[EXTRACTED DATA Boundary: Start]

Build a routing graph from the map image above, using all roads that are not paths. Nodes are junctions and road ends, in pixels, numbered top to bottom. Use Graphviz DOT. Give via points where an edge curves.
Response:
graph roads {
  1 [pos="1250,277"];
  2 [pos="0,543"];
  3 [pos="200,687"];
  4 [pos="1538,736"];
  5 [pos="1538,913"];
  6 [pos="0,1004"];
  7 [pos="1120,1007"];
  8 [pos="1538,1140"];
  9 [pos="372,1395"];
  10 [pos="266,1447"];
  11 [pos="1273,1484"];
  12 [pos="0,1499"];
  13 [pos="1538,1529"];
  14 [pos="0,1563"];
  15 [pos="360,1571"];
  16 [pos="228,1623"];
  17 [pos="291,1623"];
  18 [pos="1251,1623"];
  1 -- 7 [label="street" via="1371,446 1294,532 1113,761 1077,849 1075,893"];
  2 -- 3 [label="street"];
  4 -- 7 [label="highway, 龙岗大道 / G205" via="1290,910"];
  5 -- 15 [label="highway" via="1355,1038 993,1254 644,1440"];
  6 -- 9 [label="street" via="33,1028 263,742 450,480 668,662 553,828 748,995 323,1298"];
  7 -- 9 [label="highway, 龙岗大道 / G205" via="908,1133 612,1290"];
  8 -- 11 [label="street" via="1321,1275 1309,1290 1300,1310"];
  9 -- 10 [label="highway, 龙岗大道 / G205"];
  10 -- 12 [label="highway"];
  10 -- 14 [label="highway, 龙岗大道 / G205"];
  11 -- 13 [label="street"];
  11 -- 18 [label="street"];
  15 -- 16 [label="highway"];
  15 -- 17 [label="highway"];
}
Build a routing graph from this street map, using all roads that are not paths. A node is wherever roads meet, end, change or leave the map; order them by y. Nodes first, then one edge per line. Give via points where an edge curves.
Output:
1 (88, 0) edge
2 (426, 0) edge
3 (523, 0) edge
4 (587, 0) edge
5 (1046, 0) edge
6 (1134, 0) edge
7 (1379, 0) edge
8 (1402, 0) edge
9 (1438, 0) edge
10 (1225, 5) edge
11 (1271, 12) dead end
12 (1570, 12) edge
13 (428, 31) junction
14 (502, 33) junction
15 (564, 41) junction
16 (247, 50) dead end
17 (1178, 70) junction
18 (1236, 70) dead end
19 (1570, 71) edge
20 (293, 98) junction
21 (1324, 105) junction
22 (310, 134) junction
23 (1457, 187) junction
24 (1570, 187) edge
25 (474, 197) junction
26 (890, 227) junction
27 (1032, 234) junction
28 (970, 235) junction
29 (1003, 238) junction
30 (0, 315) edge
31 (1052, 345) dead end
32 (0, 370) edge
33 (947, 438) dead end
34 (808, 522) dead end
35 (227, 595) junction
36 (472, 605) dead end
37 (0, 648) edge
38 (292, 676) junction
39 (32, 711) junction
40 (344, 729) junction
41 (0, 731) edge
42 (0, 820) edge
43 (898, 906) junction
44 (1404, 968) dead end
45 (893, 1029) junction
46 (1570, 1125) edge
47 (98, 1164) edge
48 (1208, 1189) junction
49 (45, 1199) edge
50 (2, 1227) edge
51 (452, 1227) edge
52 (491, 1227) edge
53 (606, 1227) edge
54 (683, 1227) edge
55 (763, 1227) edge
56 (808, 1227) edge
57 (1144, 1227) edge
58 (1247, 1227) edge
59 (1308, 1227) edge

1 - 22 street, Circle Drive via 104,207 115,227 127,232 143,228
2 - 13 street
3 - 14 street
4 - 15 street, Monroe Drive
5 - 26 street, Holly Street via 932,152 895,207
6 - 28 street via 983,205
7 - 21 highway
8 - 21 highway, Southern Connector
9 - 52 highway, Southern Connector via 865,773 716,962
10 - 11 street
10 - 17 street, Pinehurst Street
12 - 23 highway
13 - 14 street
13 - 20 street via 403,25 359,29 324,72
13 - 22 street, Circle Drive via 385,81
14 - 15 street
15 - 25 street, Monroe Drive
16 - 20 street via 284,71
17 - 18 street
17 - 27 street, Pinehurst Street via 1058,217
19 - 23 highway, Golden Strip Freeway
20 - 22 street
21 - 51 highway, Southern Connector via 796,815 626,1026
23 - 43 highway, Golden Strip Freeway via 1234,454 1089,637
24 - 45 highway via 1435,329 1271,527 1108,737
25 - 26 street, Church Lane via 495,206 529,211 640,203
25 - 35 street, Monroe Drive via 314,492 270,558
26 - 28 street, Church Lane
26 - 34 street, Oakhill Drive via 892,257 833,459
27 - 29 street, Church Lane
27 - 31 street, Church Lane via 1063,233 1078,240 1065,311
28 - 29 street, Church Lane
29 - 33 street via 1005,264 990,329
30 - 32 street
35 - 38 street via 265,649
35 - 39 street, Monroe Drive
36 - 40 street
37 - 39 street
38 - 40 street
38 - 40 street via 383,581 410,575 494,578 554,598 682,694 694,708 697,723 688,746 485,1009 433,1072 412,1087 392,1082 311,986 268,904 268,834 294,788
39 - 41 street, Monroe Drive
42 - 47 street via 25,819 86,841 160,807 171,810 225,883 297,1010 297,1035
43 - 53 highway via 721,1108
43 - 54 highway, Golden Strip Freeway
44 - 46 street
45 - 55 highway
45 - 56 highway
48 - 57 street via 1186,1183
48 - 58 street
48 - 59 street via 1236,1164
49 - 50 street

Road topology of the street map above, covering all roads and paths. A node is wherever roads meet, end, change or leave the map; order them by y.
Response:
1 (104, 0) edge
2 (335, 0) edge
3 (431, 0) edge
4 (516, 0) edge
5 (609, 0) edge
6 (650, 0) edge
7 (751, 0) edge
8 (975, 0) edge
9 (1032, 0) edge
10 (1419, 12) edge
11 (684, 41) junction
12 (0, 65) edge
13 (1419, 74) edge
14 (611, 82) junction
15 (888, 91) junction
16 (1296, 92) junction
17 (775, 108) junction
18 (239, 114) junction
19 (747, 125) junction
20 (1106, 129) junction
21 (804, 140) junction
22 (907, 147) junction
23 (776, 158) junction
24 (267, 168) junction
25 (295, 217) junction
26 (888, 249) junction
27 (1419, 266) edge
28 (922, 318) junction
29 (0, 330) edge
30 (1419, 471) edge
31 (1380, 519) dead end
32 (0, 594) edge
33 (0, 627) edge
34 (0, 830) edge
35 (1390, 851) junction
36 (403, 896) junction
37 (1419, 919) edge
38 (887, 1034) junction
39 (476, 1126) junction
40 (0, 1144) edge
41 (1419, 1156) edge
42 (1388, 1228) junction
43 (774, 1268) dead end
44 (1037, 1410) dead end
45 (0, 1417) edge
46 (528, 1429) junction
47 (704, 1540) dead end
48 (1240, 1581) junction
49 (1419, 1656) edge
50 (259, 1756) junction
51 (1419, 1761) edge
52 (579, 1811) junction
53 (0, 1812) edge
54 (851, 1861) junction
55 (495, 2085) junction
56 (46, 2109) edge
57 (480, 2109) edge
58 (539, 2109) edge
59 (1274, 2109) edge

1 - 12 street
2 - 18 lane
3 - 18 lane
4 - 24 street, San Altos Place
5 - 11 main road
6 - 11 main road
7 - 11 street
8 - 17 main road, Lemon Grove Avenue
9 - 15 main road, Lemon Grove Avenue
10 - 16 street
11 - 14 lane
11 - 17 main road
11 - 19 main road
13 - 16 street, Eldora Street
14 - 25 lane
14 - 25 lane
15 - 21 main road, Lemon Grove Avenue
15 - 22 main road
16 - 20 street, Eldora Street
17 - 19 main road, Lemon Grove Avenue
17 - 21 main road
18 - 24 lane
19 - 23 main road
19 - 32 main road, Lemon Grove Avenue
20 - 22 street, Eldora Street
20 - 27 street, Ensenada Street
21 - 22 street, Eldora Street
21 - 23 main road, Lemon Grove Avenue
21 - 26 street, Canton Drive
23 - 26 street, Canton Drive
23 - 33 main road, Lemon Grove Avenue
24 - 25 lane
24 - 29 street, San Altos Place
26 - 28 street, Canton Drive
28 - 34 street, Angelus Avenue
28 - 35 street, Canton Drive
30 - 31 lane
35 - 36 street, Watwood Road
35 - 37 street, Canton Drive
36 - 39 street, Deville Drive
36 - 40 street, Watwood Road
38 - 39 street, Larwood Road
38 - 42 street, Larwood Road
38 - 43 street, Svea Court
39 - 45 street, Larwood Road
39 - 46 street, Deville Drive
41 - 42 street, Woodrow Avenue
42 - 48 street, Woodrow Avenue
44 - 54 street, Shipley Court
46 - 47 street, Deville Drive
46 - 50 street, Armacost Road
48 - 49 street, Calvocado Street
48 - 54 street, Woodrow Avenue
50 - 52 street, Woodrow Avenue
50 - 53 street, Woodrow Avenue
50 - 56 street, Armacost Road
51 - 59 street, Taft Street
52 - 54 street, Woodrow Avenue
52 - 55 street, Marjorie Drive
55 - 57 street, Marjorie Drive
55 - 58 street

[EXTRACTED DATA Boundary: End]

● **TASK DIRECTIONS**
Starting with the first line above and ending with the line that holds "Build a routing graph from this", restate each line word for word and add nothing else.

● **OUTPUT OF THE TASK**
Build a routing graph from the map image above, using all roads that are not paths. Nodes are junctions and road ends, in pixels, numbered top to bottom. Use Graphviz DOT. Give via points where an edge curves.
Response:
graph roads {
  1 [pos="1250,277"];
  2 [pos="0,543"];
  3 [pos="200,687"];
  4 [pos="1538,736"];
  5 [pos="1538,913"];
  6 [pos="0,1004"];
  7 [pos="1120,1007"];
  8 [pos="1538,1140"];
  9 [pos="372,1395"];
  10 [pos="266,1447"];
  11 [pos="1273,1484"];
  12 [pos="0,1499"];
  13 [pos="1538,1529"];
  14 [pos="0,1563"];
  15 [pos="360,1571"];
  16 [pos="228,1623"];
  17 [pos="291,1623"];
  18 [pos="1251,1623"];
  1 -- 7 [label="street" via="1371,446 1294,532 1113,761 1077,849 1075,893"];
  2 -- 3 [label="street"];
  4 -- 7 [label="highway, 龙岗大道 / G205" via="1290,910"];
  5 -- 15 [label="highway" via="1355,1038 993,1254 644,1440"];
  6 -- 9 [label="street" via="33,1028 263,742 450,480 668,662 553,828 748,995 323,1298"];
  7 -- 9 [label="highway, 龙岗大道 / G205" via="908,1133 612,1290"];
  8 -- 11 [label="street" via="1321,1275 1309,1290 1300,1310"];
  9 -- 10 [label="highway, 龙岗大道 / G205"];
  10 -- 12 [label="highway"];
  10 -- 14 [label="highway, 龙岗大道 / G205"];
  11 -- 13 [label="street"];
  11 -- 18 [label="street"];
  15 -- 16 [label="highway"];
  15 -- 17 [label="highway"];
}
Build a routing graph from this street map, using all roads that are not paths. A node is wherever roads meet, end, change or leave the map; order them by y. Nodes first, then one edge per line. Give via points where an edge curves.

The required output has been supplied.